Task instructions: The expected output is the complete listing, copied exactly.

Recorded information:

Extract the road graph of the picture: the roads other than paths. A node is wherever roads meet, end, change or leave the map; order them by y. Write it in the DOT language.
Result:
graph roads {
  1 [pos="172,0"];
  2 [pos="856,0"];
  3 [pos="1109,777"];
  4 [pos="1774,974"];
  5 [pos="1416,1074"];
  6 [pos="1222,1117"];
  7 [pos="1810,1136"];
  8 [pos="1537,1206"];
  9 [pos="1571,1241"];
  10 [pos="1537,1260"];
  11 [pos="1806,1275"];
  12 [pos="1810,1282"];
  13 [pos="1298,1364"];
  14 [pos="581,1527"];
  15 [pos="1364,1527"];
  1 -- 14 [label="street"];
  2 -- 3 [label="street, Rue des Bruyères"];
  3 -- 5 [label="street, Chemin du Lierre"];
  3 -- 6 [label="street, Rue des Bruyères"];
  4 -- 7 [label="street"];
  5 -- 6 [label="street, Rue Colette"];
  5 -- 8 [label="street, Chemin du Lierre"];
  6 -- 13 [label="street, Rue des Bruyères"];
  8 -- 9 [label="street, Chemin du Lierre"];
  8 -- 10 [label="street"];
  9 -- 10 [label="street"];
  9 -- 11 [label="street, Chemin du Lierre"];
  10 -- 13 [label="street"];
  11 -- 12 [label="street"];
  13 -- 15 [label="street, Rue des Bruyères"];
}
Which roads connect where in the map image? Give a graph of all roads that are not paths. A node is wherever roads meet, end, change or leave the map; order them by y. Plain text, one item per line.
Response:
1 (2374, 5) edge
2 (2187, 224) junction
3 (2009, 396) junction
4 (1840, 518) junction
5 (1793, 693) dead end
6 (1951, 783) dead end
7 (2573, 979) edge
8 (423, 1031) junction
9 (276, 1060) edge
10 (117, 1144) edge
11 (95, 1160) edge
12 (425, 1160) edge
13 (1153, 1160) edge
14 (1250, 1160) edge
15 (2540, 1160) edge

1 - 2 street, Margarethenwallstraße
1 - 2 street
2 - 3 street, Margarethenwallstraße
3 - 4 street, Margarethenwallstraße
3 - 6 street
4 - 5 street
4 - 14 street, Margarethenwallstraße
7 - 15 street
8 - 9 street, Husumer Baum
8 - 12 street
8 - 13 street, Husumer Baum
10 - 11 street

Reply:
Extract the road graph of the picture: the roads other than paths. A node is wherever roads meet, end, change or leave the map; order them by y. Write it in the DOT language.
Result:
graph roads {
  1 [pos="172,0"];
  2 [pos="856,0"];
  3 [pos="1109,777"];
  4 [pos="1774,974"];
  5 [pos="1416,1074"];
  6 [pos="1222,1117"];
  7 [pos="1810,1136"];
  8 [pos="1537,1206"];
  9 [pos="1571,1241"];
  10 [pos="1537,1260"];
  11 [pos="1806,1275"];
  12 [pos="1810,1282"];
  13 [pos="1298,1364"];
  14 [pos="581,1527"];
  15 [pos="1364,1527"];
  1 -- 14 [label="street"];
  2 -- 3 [label="street, Rue des Bruyères"];
  3 -- 5 [label="street, Chemin du Lierre"];
  3 -- 6 [label="street, Rue des Bruyères"];
  4 -- 7 [label="street"];
  5 -- 6 [label="street, Rue Colette"];
  5 -- 8 [label="street, Chemin du Lierre"];
  6 -- 13 [label="street, Rue des Bruyères"];
  8 -- 9 [label="street, Chemin du Lierre"];
  8 -- 10 [label="street"];
  9 -- 10 [label="street"];
  9 -- 11 [label="street, Chemin du Lierre"];
  10 -- 13 [label="street"];
  11 -- 12 [label="street"];
  13 -- 15 [label="street, Rue des Bruyères"];
}
Which roads connect where in the map image? Give a graph of all roads that are not paths. A node is wherever roads meet, end, change or leave the map; order them by y. Plain text, one item per line.
Response:
1 (2374, 5) edge
2 (2187, 224) junction
3 (2009, 396) junction
4 (1840, 518) junction
5 (1793, 693) dead end
6 (1951, 783) dead end
7 (2573, 979) edge
8 (423, 1031) junction
9 (276, 1060) edge
10 (117, 1144) edge
11 (95, 1160) edge
12 (425, 1160) edge
13 (1153, 1160) edge
14 (1250, 1160) edge
15 (2540, 1160) edge

1 - 2 street, Margarethenwallstraße
1 - 2 street
2 - 3 street, Margarethenwallstraße
3 - 4 street, Margarethenwallstraße
3 - 6 street
4 - 5 street
4 - 14 street, Margarethenwallstraße
7 - 15 street
8 - 9 street, Husumer Baum
8 - 12 street
8 - 13 street, Husumer Baum
10 - 11 street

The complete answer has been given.